| AIM OF THE EXERCISE |
Return the data word for word. Pictures are to be omitted.
╭─ RECORDED DATA
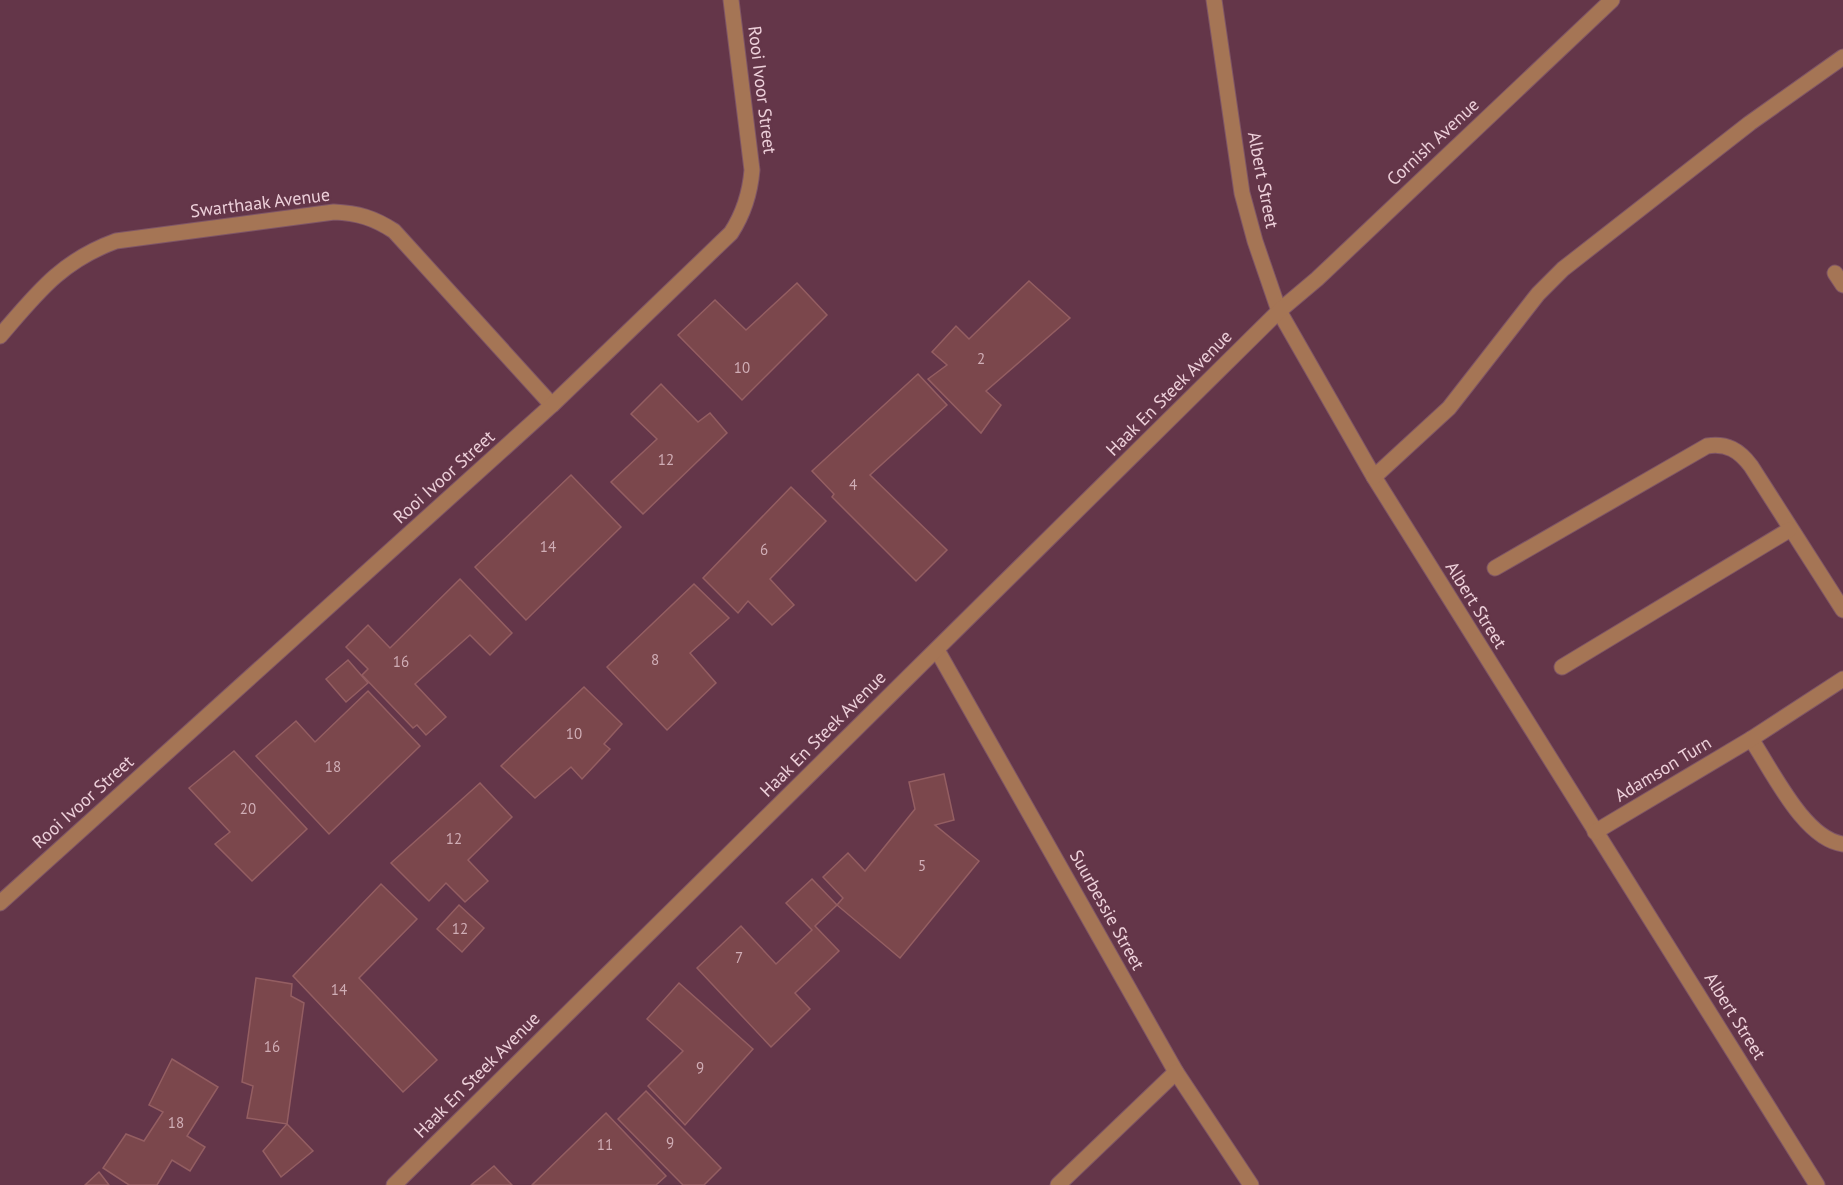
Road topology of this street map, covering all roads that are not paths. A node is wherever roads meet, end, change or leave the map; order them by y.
1 (731, 0) edge
2 (1214, 0) edge
3 (1612, 0) edge
4 (1843, 57) edge
5 (1279, 311) junction
6 (0, 336) edge
7 (552, 405) junction
8 (1374, 477) junction
9 (1789, 530) junction
10 (1496, 568) dead end
11 (1843, 610) edge
12 (937, 650) junction
13 (1562, 667) dead end
14 (1843, 679) edge
15 (1751, 739) junction
16 (1595, 832) junction
17 (1843, 844) edge
18 (0, 903) edge
19 (1176, 1072) junction
20 (394, 1185) edge
21 (1058, 1185) edge
22 (1251, 1185) edge
23 (1817, 1185) edge

1 - 7 street, Rooi Ivoor Street
2 - 5 street, Albert Street
3 - 5 street, Cornish Avenue
4 - 8 street
5 - 8 street, Albert Street
5 - 12 street, Haak En Steek Avenue
6 - 7 street, Swarthaak Avenue
7 - 18 street, Rooi Ivoor Street
8 - 16 street, Albert Street
9 - 10 street
9 - 11 street
9 - 13 street
12 - 19 street, Suurbessie Street
12 - 20 street, Haak En Steek Avenue
14 - 15 street, Adamson Turn
15 - 16 street, Adamson Turn
15 - 17 street
16 - 23 street, Albert Street
19 - 21 street
19 - 22 street, Suurbessie Street

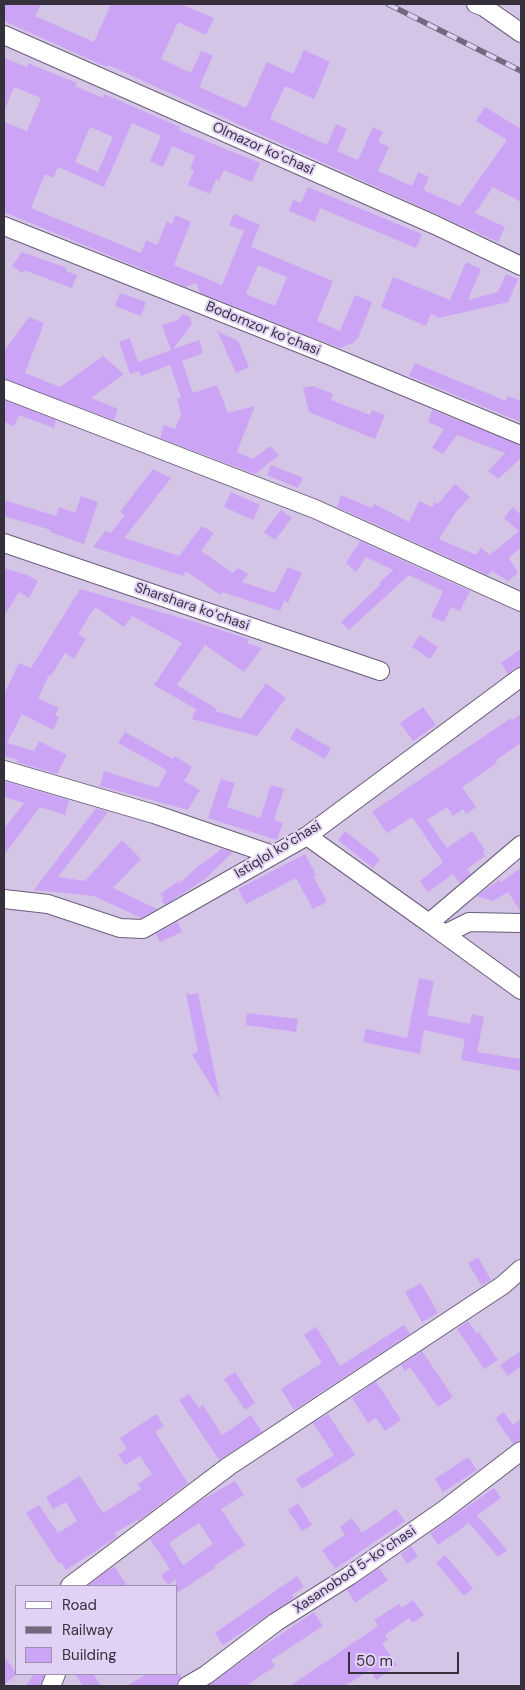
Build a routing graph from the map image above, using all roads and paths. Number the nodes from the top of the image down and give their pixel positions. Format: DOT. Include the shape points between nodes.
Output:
graph roads {
  1 [pos="476,4"];
  2 [pos="521,33"];
  3 [pos="4,35"];
  4 [pos="4,226"];
  5 [pos="521,266"];
  6 [pos="4,389"];
  7 [pos="521,435"];
  8 [pos="4,543"];
  9 [pos="521,602"];
  10 [pos="380,671"];
  11 [pos="521,677"];
  12 [pos="4,770"];
  13 [pos="307,836"];
  14 [pos="521,845"];
  15 [pos="273,855"];
  16 [pos="4,899"];
  17 [pos="429,923"];
  18 [pos="521,923"];
  19 [pos="445,934"];
  20 [pos="521,990"];
  21 [pos="521,1269"];
  22 [pos="521,1451"];
  23 [pos="71,1585"];
  24 [pos="187,1686"];
  1 -- 2 [label="street"];
  3 -- 5 [label="street, Olmazor koʻchasi"];
  4 -- 7 [label="street, Bodomzor koʻchasi"];
  6 -- 9 [label="street" via="315,509"];
  8 -- 10 [label="street, Sharshara koʻchasi"];
  11 -- 13 [label="street, Istiqlol koʻchasi"];
  12 -- 15 [label="street" via="154,814"];
  13 -- 15 [label="street, Istiqlol koʻchasi"];
  13 -- 17 [label="street"];
  14 -- 17 [label="street"];
  15 -- 16 [label="street, Istiqlol koʻchasi" via="143,929 120,928 48,904"];
  17 -- 19 [label="street"];
  18 -- 19 [label="street" via="469,922"];
  19 -- 20 [label="street"];
  21 -- 23 [label="street" via="503,1285 230,1466"];
  22 -- 24 [label="street, Xasanobod 5-koʻchasi" via="444,1510 276,1622"];
}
╰─
| EXPECTED ANSWER |
Road topology of this street map, covering all roads that are not paths. A node is wherever roads meet, end, change or leave the map; order them by y.
1 (731, 0) edge
2 (1214, 0) edge
3 (1612, 0) edge
4 (1843, 57) edge
5 (1279, 311) junction
6 (0, 336) edge
7 (552, 405) junction
8 (1374, 477) junction
9 (1789, 530) junction
10 (1496, 568) dead end
11 (1843, 610) edge
12 (937, 650) junction
13 (1562, 667) dead end
14 (1843, 679) edge
15 (1751, 739) junction
16 (1595, 832) junction
17 (1843, 844) edge
18 (0, 903) edge
19 (1176, 1072) junction
20 (394, 1185) edge
21 (1058, 1185) edge
22 (1251, 1185) edge
23 (1817, 1185) edge

1 - 7 street, Rooi Ivoor Street
2 - 5 street, Albert Street
3 - 5 street, Cornish Avenue
4 - 8 street
5 - 8 street, Albert Street
5 - 12 street, Haak En Steek Avenue
6 - 7 street, Swarthaak Avenue
7 - 18 street, Rooi Ivoor Street
8 - 16 street, Albert Street
9 - 10 street
9 - 11 street
9 - 13 street
12 - 19 street, Suurbessie Street
12 - 20 street, Haak En Steek Avenue
14 - 15 street, Adamson Turn
15 - 16 street, Adamson Turn
15 - 17 street
16 - 23 street, Albert Street
19 - 21 street
19 - 22 street, Suurbessie Street

Build a routing graph from the map image above, using all roads and paths. Number the nodes from the top of the image down and give their pixel positions. Format: DOT. Include the shape points between nodes.
Output:
graph roads {
  1 [pos="476,4"];
  2 [pos="521,33"];
  3 [pos="4,35"];
  4 [pos="4,226"];
  5 [pos="521,266"];
  6 [pos="4,389"];
  7 [pos="521,435"];
  8 [pos="4,543"];
  9 [pos="521,602"];
  10 [pos="380,671"];
  11 [pos="521,677"];
  12 [pos="4,770"];
  13 [pos="307,836"];
  14 [pos="521,845"];
  15 [pos="273,855"];
  16 [pos="4,899"];
  17 [pos="429,923"];
  18 [pos="521,923"];
  19 [pos="445,934"];
  20 [pos="521,990"];
  21 [pos="521,1269"];
  22 [pos="521,1451"];
  23 [pos="71,1585"];
  24 [pos="187,1686"];
  1 -- 2 [label="street"];
  3 -- 5 [label="street, Olmazor koʻchasi"];
  4 -- 7 [label="street, Bodomzor koʻchasi"];
  6 -- 9 [label="street" via="315,509"];
  8 -- 10 [label="street, Sharshara koʻchasi"];
  11 -- 13 [label="street, Istiqlol koʻchasi"];
  12 -- 15 [label="street" via="154,814"];
  13 -- 15 [label="street, Istiqlol koʻchasi"];
  13 -- 17 [label="street"];
  14 -- 17 [label="street"];
  15 -- 16 [label="street, Istiqlol koʻchasi" via="143,929 120,928 48,904"];
  17 -- 19 [label="street"];
  18 -- 19 [label="street" via="469,922"];
  19 -- 20 [label="street"];
  21 -- 23 [label="street" via="503,1285 230,1466"];
  22 -- 24 [label="street, Xasanobod 5-koʻchasi" via="444,1510 276,1622"];
}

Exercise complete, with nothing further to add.